Значимость таких оценок усиливается тем, что они даны человеком, хорошо знающим армию изнутри, ее строй и дух, военным профессионалом, который, отнюдь не идеализирует армию, настойчиво приводя мысль: каков народ, такова и армия (кстати, генерал, как ни парадоксально, вновь перекликаясь в данном случае с известными положениями марксизма-ленинизма).

Разумеется, подобные обобщения носят весьма дискуссионный характер. Но, видимо, деникинская точка зрения, во многом объясняет тот исторический феномен, что из 250-тысячного корпуса офицеров в октябре 1917 года выступило против большевиков не более 5,5 тысяч человек, т.е. менее 3% их общей численности. Да и многие генеральские выводы относительно разложения армии подтвердила общественно-историческая практика.

Но нельзя соглашаться сходу со всеми суждениями генерала. Он, например, раскрывая причины падения старого, приводит аргумент — недостаток патриотизма у русского народа. Аргумент весьма дискуссионный. Я поддерживаю академика РАН Ю. Полякова, считающего, что такой аргумент горек и выстрадан. Это аргумент обиженного, потерявшего веру в народ, в конечном счете, отвергнутого народом человека.

Он прав, когда утверждает, что мировая война была чужда народу. Но выводит он это из односторонних аргументов. Не раскрывает полностью народных нужд, не задается вопросом: «Откуда невежество у народа?».

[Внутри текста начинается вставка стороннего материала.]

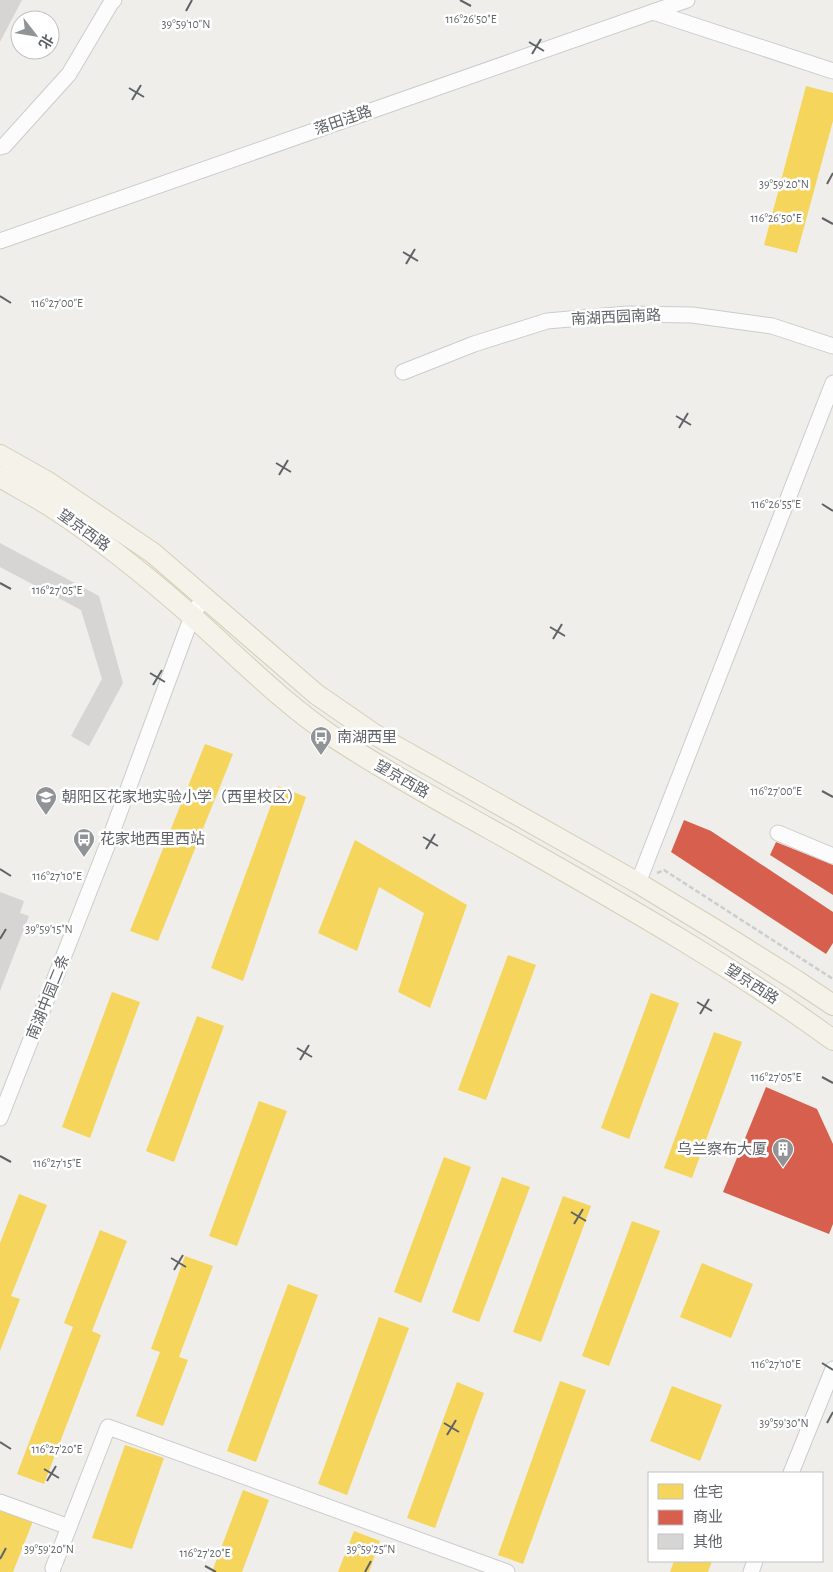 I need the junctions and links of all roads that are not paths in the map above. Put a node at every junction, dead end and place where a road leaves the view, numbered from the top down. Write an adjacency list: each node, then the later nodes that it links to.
1 (114, 0): 5 (street)
2 (687, 0): 3 (street, 落田洼路)
3 (654, 12): 4 (street); 6 (street, 落田洼路)
4 (833, 71)
5 (0, 147)
6 (0, 241)
7 (833, 346): 8 (street, 南湖西园南路)
8 (403, 372)
9 (833, 383): 16 (street)
10 (0, 455): 12 (main road, 望京西路)
11 (0, 477): 13 (main road, 望京西路)
12 (204, 598): 13 (street, 南湖中园二条); 16 (main road, 望京西路)
13 (192, 616): 18 (main road, 望京西路); 19 (street, 南湖中园二条)
14 (778, 833): 15 (street)
15 (833, 856)
16 (638, 883): 17 (main road, 望京西路)
17 (833, 1005)
18 (833, 1040)
19 (0, 1118)
20 (833, 1368): 21 (street)
21 (791, 1472)
22 (0, 1502): 23 (street)
23 (69, 1527): 24 (street); 25 (street)
24 (54, 1568)
25 (507, 1572) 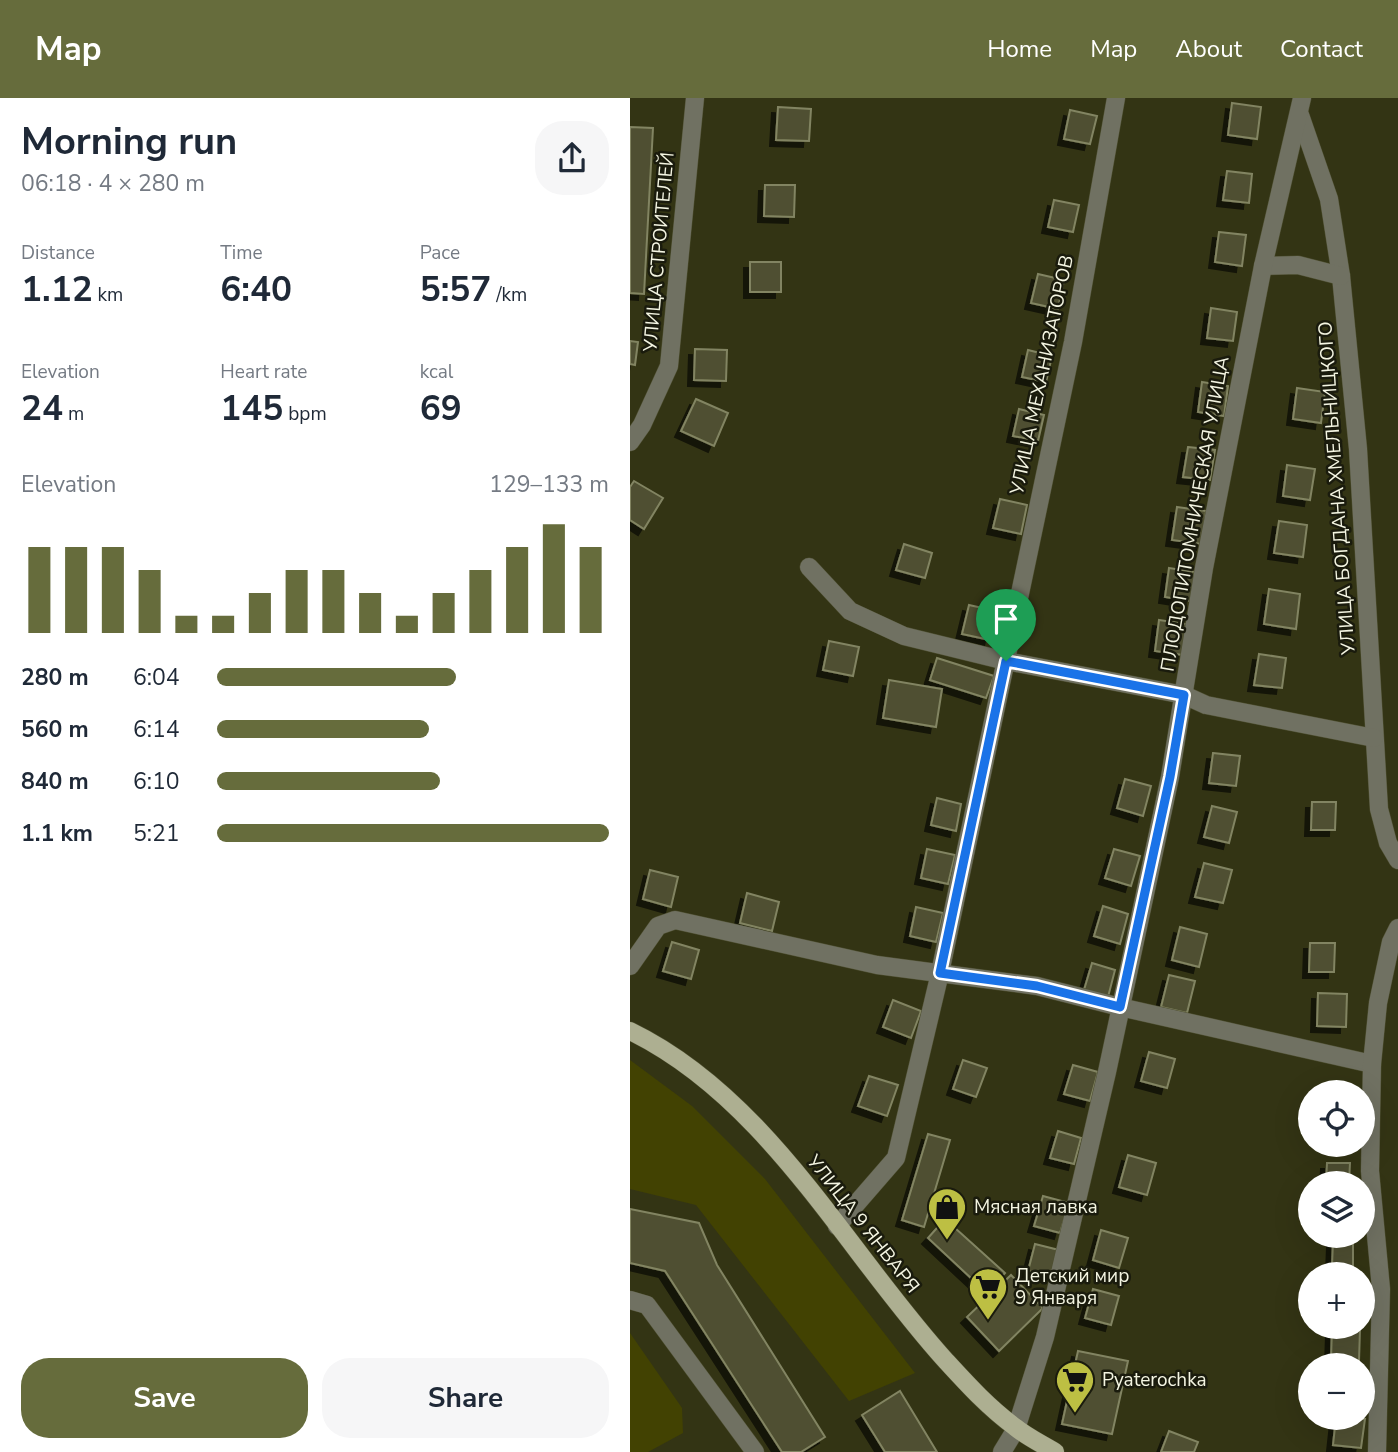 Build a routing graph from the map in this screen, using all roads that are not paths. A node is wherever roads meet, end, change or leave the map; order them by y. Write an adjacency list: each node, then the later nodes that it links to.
1 (695, 98): 6 (street, УЛИЦА СТРОИТЕЛЕЙ)
2 (1116, 98): 8 (street, УЛИЦА МЕХАНИЗАТОРОВ)
3 (1301, 106): 4 (street, ПЛОДОПИТОМНИЧЕСКАЯ УЛИЦА); 5 (street, УЛИЦА БОГДАНА ХМЕЛЬНИЦКОГО)
4 (1263, 266): 5 (street); 9 (street, ПЛОДОПИТОМНИЧЕСКАЯ УЛИЦА)
5 (1341, 276): 10 (street, УЛИЦА БОГДАНА ХМЕЛЬНИЦКОГО)
6 (630, 442)
7 (809, 567): 8 (street)
8 (1006, 661): 9 (street); 14 (street, УЛИЦА МЕХАНИЗАТОРОВ)
9 (1184, 695): 10 (street); 15 (street, ПЛОДОПИТОМНИЧЕСКАЯ УЛИЦА)
10 (1374, 738): 11 (street, УЛИЦА БОГДАНА ХМЕЛЬНИЦКОГО)
11 (1398, 860)
12 (1398, 928): 17 (street)
13 (630, 966): 14 (street)
14 (940, 973): 15 (street); 18 (street, УЛИЦА МЕХАНИЗАТОРОВ)
15 (1120, 1007): 17 (street); 20 (street, ПЛОДОПИТОМНИЧЕСКАЯ УЛИЦА)
16 (630, 1031): 18 (main road, УЛИЦА 9 ЯНВАРЯ)
17 (1372, 1064): 24 (street)
18 (837, 1226): 20 (main road, УЛИЦА 9 ЯНВАРЯ)
19 (630, 1300): 21 (street)
20 (1016, 1429): 22 (street, ПЛОДОПИТОМНИЧЕСКАЯ УЛИЦА); 23 (main road, УЛИЦА 9 ЯНВАРЯ)
21 (755, 1452)
22 (1002, 1452)
23 (1055, 1452)
24 (1377, 1452)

Правда, стараясь быть объективным, Деникин осуждает «грех, вызвавший противоположение барина — мужику, офицера — солдату ...».

Отречение императора от престола заставило Антона Ивановича произвести переоценку ценностей по отношению к монархии. В его сознании монархистские тенденции утвердились прочно. В основном, это обусловливалось армейской средой его бытия, в которой монархические устои, систематически закрепляемые церковью, были очень сильными. Деникин влился в армейский социум, имея уже твердую веру в незыблемость трона, святость монарха. Правда, обаяние личности государя было поколеблено известной историей с непричислением выпускника Академии Генерального штаба капитана Деникина к корпусу офицеров Генерального штаба.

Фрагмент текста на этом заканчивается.